▶ **ACTION ITEM**
From the material below, give the number of lines that hold the string "Bloomfield" and nothing further.

▶ **INPUT MATERIAL**
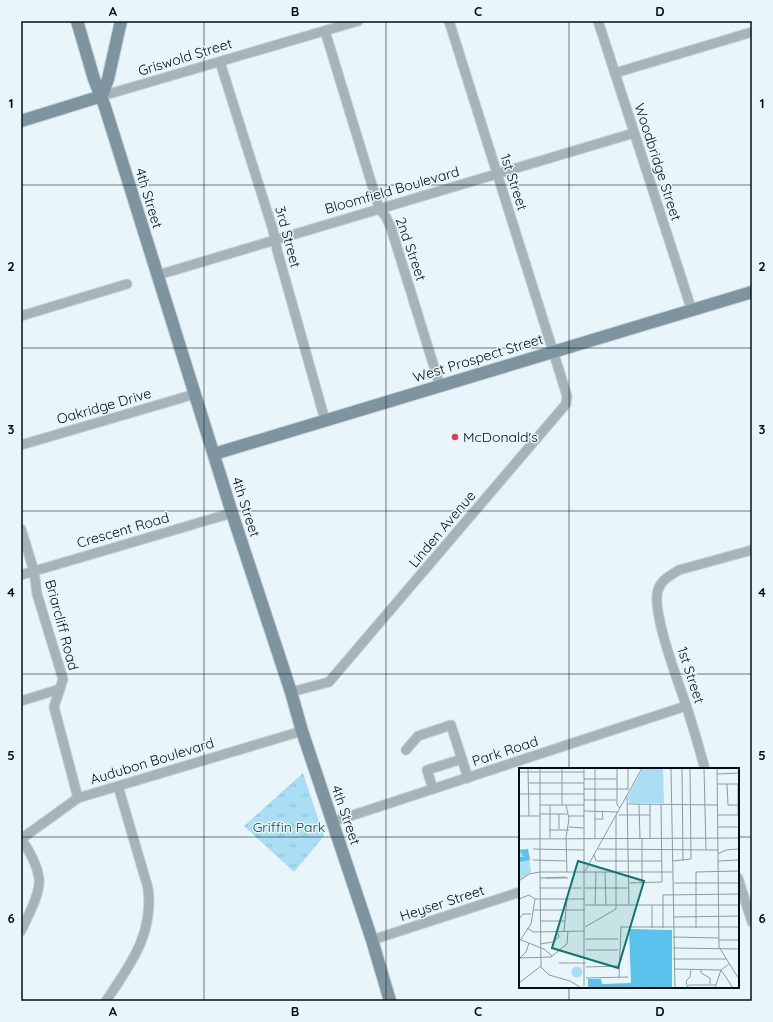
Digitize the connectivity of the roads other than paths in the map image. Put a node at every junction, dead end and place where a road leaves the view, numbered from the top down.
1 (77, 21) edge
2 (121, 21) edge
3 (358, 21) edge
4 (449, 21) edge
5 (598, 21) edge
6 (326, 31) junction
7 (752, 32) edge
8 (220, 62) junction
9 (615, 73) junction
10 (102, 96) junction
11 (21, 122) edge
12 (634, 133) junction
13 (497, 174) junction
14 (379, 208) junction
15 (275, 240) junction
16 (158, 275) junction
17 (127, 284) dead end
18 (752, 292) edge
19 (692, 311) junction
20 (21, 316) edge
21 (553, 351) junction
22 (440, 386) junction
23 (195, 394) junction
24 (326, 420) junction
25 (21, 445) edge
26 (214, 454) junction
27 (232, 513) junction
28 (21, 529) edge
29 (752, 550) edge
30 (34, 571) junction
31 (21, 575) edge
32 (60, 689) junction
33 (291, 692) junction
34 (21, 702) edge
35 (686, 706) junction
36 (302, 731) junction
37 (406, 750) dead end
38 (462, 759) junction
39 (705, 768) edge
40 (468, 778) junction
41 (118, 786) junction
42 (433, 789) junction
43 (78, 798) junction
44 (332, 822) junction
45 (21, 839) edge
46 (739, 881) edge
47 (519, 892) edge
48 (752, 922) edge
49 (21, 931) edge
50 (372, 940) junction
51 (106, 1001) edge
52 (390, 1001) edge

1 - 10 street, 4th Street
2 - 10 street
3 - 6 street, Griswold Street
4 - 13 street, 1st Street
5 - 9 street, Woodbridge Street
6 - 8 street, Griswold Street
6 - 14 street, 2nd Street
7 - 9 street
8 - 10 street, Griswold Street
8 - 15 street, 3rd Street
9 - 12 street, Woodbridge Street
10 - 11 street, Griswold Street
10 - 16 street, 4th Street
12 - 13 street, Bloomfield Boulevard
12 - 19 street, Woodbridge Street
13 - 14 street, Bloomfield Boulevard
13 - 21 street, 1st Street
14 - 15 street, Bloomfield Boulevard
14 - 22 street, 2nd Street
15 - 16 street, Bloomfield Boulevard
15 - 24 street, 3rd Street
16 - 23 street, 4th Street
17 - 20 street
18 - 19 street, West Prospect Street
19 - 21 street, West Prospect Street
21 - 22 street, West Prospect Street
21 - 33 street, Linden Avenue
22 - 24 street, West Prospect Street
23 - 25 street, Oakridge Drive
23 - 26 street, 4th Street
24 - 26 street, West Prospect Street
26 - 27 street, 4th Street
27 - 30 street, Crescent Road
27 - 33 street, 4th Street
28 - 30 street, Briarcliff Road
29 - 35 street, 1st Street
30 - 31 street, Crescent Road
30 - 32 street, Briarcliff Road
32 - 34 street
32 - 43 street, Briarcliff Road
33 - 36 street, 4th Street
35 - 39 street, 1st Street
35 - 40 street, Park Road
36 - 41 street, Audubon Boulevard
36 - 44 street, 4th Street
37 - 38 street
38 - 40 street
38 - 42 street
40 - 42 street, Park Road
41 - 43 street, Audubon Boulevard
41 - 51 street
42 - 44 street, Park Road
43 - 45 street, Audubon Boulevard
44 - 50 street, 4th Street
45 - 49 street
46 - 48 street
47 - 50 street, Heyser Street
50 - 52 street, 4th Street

▶ **SOLUTION TO THE EXERCISE**
4